=== Directions for this task ===
Find the lines holding the string "Masjid" in the data, then copy all of them.

(Stored data entries)
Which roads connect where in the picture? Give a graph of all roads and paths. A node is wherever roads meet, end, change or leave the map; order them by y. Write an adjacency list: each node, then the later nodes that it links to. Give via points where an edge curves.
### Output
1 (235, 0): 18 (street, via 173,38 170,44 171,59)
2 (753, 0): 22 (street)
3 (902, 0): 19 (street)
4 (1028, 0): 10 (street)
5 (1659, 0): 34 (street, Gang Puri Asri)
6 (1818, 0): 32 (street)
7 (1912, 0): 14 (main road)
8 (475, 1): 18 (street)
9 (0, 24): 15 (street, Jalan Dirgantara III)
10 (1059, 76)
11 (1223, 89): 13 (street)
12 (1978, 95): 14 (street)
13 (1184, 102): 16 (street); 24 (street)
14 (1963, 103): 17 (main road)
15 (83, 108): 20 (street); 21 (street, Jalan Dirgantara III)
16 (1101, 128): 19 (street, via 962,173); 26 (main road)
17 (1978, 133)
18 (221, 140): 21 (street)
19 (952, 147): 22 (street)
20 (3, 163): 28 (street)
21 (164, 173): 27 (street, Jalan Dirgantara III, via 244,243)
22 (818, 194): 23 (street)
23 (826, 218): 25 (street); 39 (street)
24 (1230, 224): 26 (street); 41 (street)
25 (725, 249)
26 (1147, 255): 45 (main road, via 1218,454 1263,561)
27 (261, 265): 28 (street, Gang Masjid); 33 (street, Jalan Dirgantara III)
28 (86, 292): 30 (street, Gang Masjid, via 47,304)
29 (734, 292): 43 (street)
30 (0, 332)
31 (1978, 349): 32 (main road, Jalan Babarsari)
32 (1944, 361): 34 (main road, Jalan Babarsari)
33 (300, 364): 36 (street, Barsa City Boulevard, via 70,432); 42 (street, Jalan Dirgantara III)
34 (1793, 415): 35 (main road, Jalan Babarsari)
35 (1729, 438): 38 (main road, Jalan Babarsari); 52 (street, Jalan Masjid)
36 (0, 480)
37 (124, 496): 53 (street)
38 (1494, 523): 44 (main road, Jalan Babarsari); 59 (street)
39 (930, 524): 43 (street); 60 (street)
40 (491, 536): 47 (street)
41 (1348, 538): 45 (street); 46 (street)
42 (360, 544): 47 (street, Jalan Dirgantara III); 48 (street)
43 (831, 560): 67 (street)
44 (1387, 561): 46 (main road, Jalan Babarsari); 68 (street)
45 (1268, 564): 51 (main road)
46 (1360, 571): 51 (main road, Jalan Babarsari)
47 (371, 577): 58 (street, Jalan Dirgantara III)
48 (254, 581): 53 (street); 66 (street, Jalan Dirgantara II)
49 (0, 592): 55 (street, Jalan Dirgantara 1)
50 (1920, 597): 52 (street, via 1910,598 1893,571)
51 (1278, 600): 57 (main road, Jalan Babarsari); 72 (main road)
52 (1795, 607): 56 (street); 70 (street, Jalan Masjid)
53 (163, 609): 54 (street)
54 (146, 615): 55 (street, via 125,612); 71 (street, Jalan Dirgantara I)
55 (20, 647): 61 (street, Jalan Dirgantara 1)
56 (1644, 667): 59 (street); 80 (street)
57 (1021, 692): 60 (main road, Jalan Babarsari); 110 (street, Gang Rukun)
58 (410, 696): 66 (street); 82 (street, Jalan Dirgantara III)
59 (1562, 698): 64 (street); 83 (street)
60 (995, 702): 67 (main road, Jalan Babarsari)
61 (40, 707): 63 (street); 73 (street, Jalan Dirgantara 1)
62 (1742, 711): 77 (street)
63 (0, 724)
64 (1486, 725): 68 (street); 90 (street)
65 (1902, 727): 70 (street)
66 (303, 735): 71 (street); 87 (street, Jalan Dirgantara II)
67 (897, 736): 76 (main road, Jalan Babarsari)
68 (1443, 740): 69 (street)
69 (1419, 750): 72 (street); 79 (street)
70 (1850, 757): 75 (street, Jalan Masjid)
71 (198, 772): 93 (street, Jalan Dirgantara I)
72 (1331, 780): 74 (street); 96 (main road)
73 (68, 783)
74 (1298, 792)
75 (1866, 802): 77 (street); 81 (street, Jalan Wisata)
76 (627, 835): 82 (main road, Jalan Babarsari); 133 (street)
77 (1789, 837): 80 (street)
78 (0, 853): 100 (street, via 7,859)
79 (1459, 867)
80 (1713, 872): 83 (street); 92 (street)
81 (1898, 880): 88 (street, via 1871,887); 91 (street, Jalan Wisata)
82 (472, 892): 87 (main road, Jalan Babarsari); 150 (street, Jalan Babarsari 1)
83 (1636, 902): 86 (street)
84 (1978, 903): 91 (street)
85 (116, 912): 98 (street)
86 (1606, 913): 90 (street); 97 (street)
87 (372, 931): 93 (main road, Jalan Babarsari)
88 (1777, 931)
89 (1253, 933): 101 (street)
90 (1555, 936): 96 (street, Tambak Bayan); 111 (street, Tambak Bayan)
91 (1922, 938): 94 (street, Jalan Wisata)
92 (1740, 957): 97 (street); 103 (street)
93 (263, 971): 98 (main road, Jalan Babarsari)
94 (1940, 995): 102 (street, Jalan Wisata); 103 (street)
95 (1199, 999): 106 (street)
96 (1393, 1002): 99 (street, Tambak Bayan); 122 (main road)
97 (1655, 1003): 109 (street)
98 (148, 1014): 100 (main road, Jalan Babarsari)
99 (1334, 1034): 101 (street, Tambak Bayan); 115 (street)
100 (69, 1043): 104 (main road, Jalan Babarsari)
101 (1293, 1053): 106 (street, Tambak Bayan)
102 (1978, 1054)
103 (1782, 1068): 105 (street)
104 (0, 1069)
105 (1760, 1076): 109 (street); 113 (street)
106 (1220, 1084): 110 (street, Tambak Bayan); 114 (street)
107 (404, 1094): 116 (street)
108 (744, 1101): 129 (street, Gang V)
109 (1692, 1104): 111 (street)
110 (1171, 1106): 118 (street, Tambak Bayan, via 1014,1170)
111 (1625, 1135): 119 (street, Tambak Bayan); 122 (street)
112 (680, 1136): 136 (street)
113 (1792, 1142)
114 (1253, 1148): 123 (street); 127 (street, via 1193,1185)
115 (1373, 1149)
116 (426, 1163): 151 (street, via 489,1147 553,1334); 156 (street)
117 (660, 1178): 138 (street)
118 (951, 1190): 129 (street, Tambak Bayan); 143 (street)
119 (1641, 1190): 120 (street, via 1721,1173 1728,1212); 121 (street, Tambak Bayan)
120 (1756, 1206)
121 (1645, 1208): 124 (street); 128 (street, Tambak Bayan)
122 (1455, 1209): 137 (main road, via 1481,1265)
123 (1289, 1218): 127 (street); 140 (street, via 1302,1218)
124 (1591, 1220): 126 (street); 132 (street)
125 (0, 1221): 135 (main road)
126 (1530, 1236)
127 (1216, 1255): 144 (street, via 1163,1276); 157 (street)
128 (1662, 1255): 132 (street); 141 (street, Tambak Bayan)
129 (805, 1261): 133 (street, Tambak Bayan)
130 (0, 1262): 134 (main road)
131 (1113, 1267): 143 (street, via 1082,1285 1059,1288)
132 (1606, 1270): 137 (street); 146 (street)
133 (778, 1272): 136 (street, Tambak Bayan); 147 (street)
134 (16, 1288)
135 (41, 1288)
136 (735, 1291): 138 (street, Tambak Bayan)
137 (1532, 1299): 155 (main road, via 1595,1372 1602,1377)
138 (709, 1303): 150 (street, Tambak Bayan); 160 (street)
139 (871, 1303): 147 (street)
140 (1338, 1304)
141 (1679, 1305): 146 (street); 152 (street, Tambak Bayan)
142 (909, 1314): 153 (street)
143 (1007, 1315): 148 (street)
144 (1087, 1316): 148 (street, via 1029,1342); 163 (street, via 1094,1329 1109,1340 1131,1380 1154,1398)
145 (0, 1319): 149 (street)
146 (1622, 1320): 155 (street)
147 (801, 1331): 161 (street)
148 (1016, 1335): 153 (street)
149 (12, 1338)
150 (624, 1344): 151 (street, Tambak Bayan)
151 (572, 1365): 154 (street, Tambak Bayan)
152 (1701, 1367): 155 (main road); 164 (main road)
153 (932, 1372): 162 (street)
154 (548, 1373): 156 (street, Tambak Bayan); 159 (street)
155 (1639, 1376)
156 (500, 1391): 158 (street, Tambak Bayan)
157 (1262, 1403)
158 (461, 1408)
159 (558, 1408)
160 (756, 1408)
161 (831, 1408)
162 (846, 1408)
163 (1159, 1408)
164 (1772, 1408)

=== Finished exercise ===
27 (261, 265): 28 (street, Gang Masjid); 33 (street, Jalan Dirgantara III)
28 (86, 292): 30 (street, Gang Masjid, via 47,304)
35 (1729, 438): 38 (main road, Jalan Babarsari); 52 (street, Jalan Masjid)
52 (1795, 607): 56 (street); 70 (street, Jalan Masjid)
70 (1850, 757): 75 (street, Jalan Masjid)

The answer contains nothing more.